Rule 40 (B) for the Republican Convention in 2012 provides that votes at the Convention can be counted only for candidates who have received a majority of the votes in at least 8 states.
Rumors that this rule might be changed in 2016 has raised cries of “Foul” and “Unfair” and “changing rules in the middle of the game” from the Trump-ites and Cruz-ites since Trump and Cruz are the only possible beneficiaries of the rule. As with all questions, it is instructive to examine a little history prior to making a determination.
It has been a time-honored tradition at Republican conventions to nominate multiple candidates with long-winded nominating speeches for each. Thus the “Great State of Idaho” might trot out its favorite son, “Joe Bagadonuts”, who had no real chance of nomination, and give a long speech about the virtues of Joe in particular and Idahoans in general. This made for great theater, ego boosting, and fun in the old days but also long, boring interludes for many of the delegates.

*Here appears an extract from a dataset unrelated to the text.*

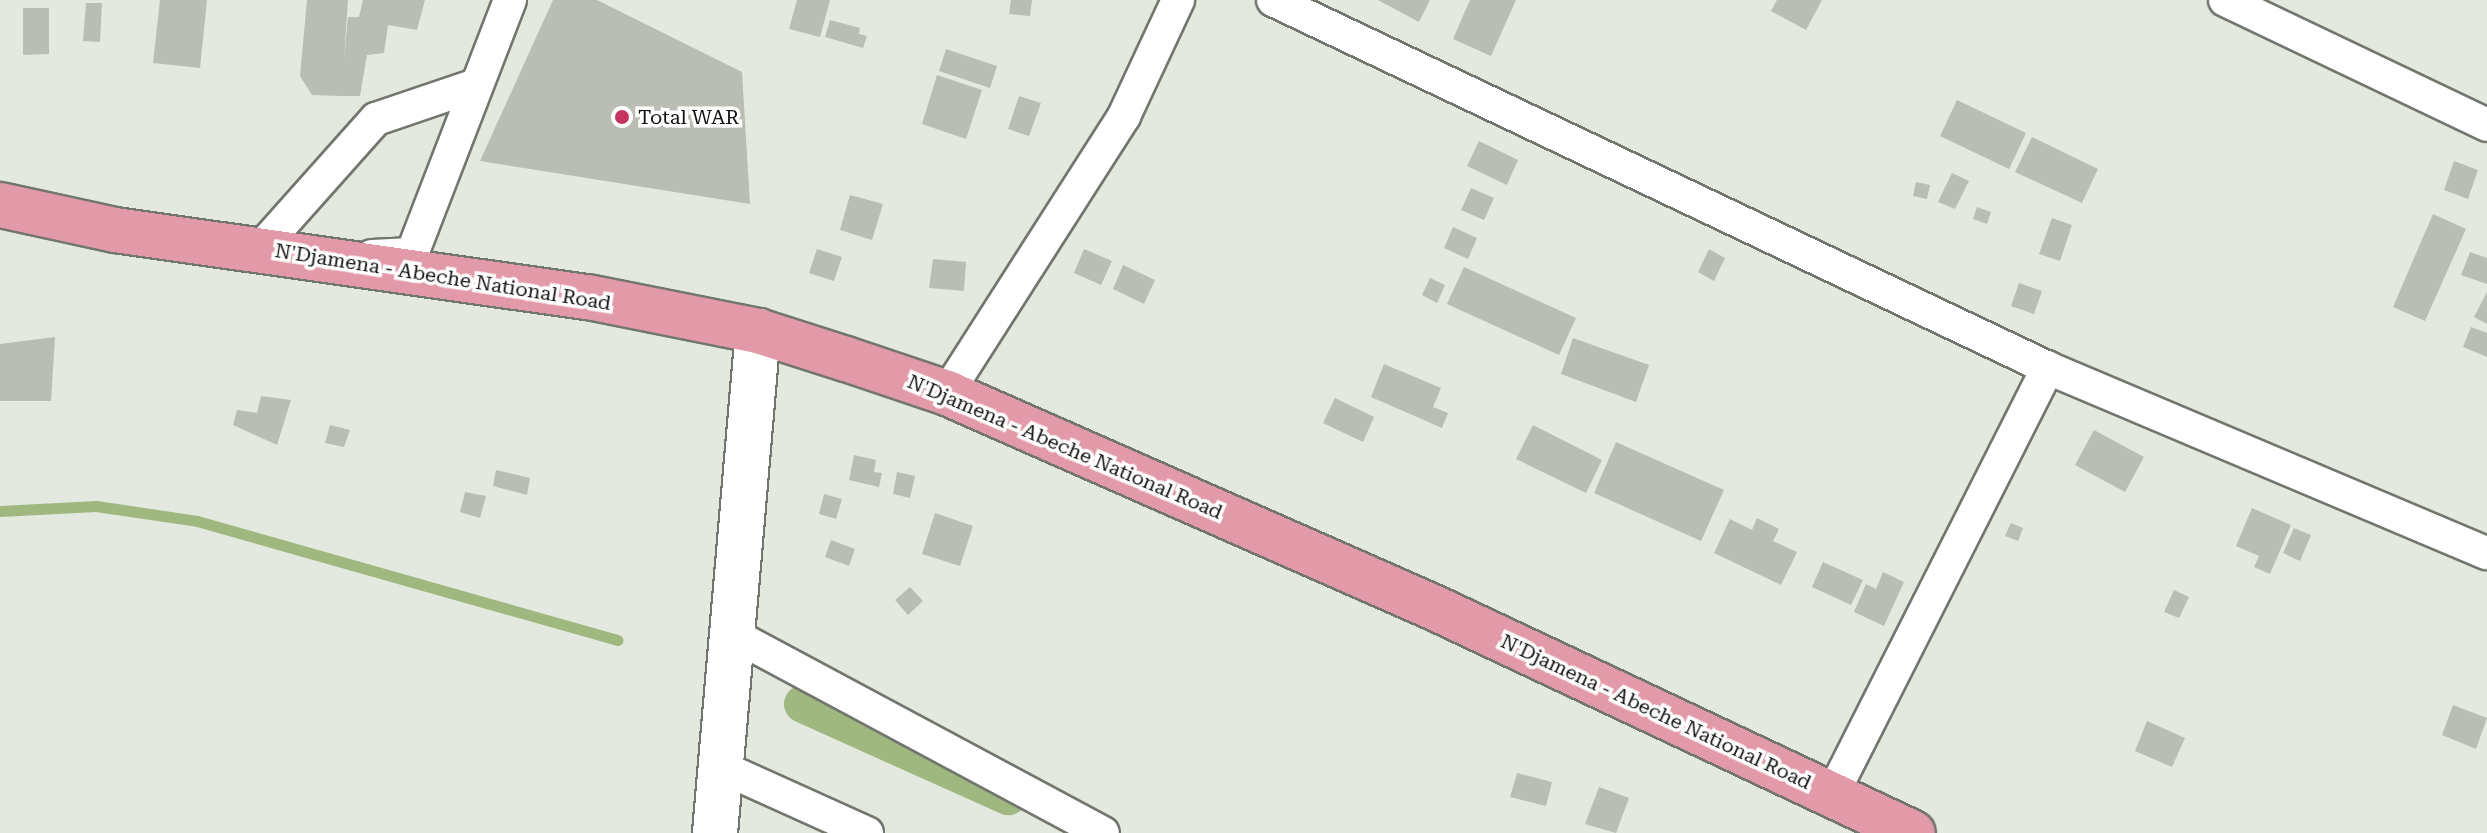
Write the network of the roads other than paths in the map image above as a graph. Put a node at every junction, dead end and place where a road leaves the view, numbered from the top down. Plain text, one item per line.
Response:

In 1952, with the advent of televised proceedings, the Rules Committee realized that TV audiences would more likely switch channels to watch “Uncle Miltie”, (Milton Berle), or turn the set off than to suffer through 40 or more speeches. To make the show more palatable, the Committee instituted a rule whereby only serious candidates who had won majority support in at least 5 states would be allowed the privilege of a nominating speech at the Convention. Others could still be nominated and voted upon sans nomination speech.
In 2012, the Romney-ites changed the rule from 5 to 8 states. More importantly, the new rule 40(B) along with rule 16.2 now provided that only votes for a candidate that had won at least 8 states would be counted on the first convention ballot or any other ballot. This, of course, had the effect of holding down any expression of enthusiasm for Ron Paul or the Tea Party or other candidates but it might prompt the following question, “Did supporters of Ron Paul or other candidates, after finding out that their votes would not be counted, nor would they be heard, go home to vigorously work for and support the party nominee or did they go home and sit?” Remember that Romney received millions fewer Republican votes than McCain in 2008.
Before deciding for yourself whether Rule 40 (B) should be changed in 2016, consider how it was instituted in 2012 and the impact that it might have had on that election. Also consider that many of the Convention rules are not permanent and may be changed at any time. The rule, for example, that requires 1237 votes to nominate could be changed to “most votes on the first ballot” or, alternatively and more likely, to a supermajority (Say 60% of the delegates – 1519).
Regretfully, we must watch carefully and not trust anybody.